「地区防災計画」策定 県内の自主防災組織での策定は2割余

東日本大震災から11日で、13年です。
被災地では当時、行政だけで対応しきれない事態が相次いだことを受け、国などは、住民どうしが事前に対応を決めておく「地区防災計画」の策定を呼びかけていますが、熊本県内の自主防災組織でこの計画を策定しているのは、全体の2割余りにとどまっていることが、県への取材で分かりました。

13年前の東日本大震災をきっかけに、国や自治体は、大規模な災害で行政の対応が行き届かない場合でも地域で連携して避難や復旧にあたれるよう、住民どうしが事前に対応を決めておく「地区防災計画」の策定を住民に呼びかけています。

熊本県によりますと、この「地区防災計画」を策定している県内の自主防災組織は、ことし1月末の時点で、合わせて3721のうち、1025と2割余りにとどまっていることがわかりました。

8年前の熊本地震でも、住民どうしが助け合う「共助」の重要性が指摘されたほか、ことし1月の能登半島地震では、道路が寸断されるなどして行政による支援が地区に十分行き届かない事態も起きています。
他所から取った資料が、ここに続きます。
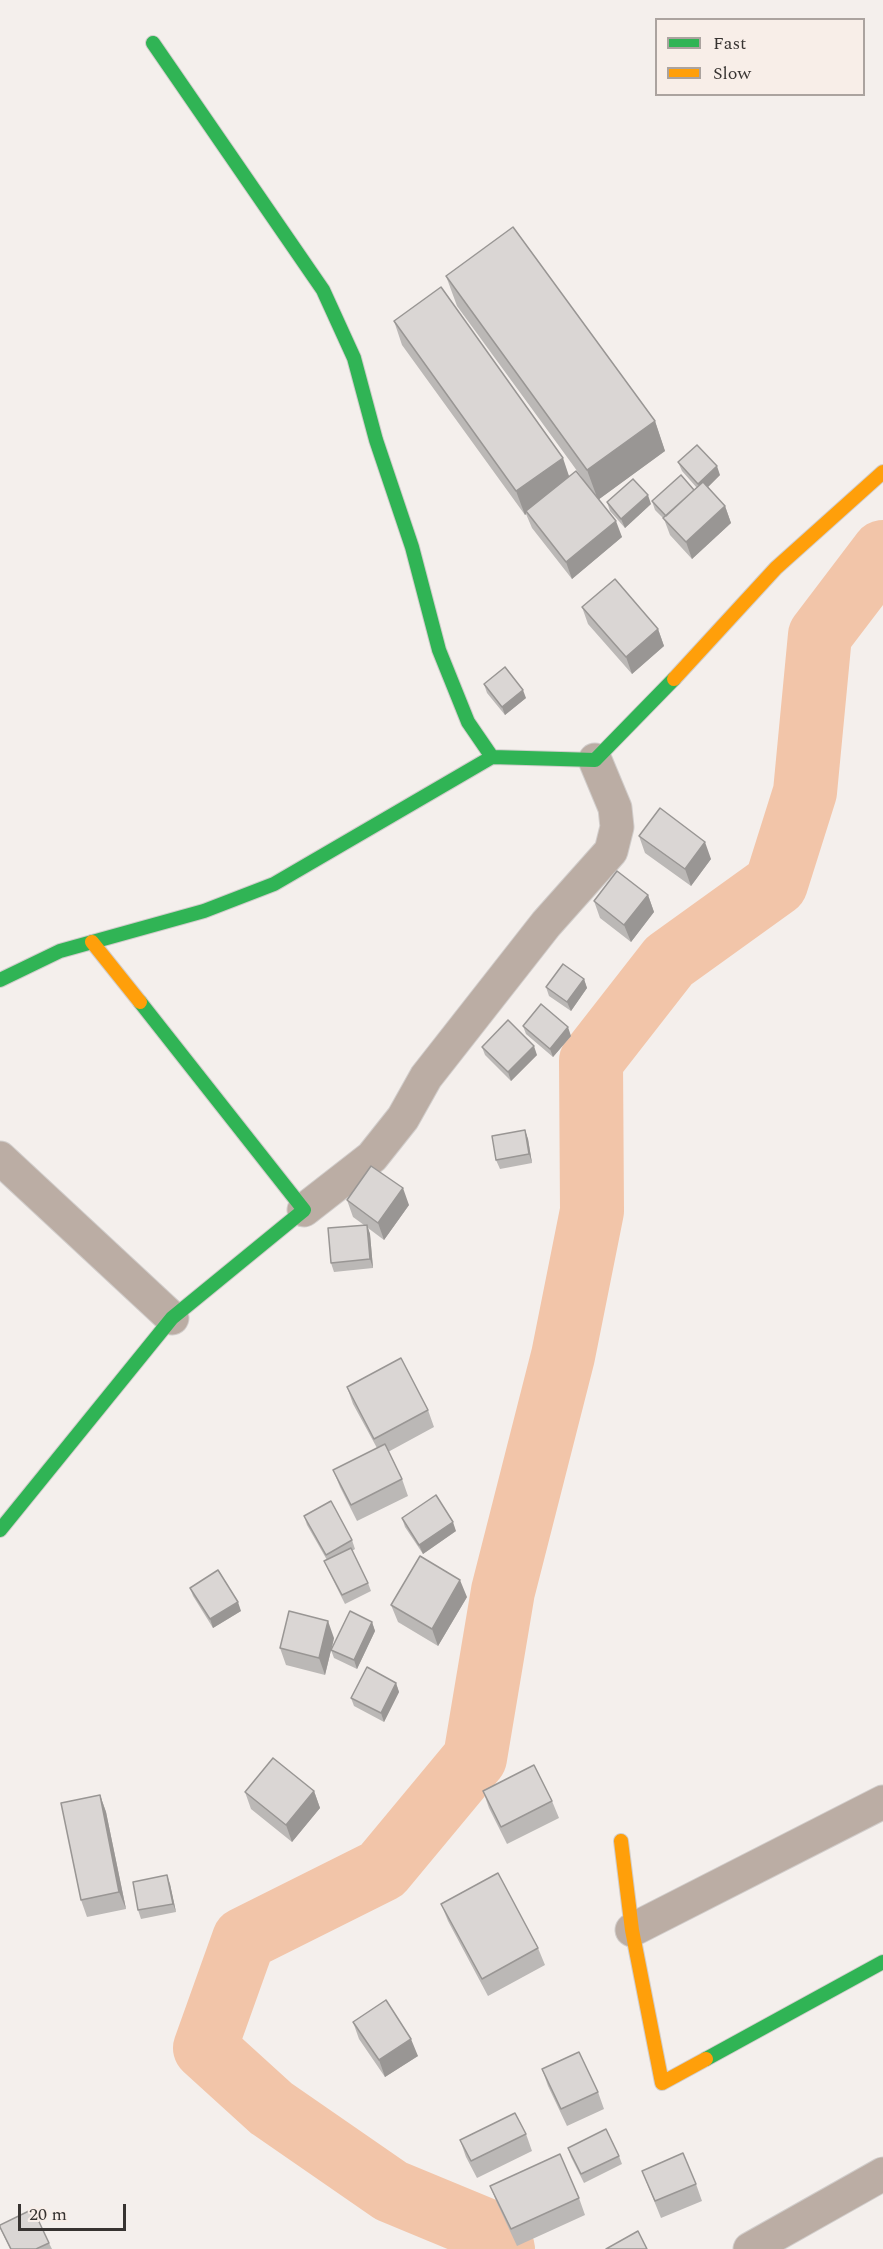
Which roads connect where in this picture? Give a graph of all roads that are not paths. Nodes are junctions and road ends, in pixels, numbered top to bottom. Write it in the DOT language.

計画の策定が進んでいない理由について、支援にあたっている各市町村に取材したところ、「『荷が重い』と住民側から作成を断られる」「自主防災組織のメンバーが集まれる機会がほとんどない」などといった声があがっていました。

一方、荒尾市では、策定のハードルを下げるため、住民が質問に答えていくだけで計画を作ることができるアンケート形式のマニュアルの整備を独自に進めていて、策定する自主防災組織が増えているということです。

地域防災が専門で熊本大学大学院の竹内裕希子教授は「地域の特性や事情に合わせて作るのが『地区防災計画』ですが、いきなり分厚い計画書を作る必要はなく、行政は、事例を示すなど住民が自発的に取り組んでいけるよう、支援にあたって欲しい」と話しています。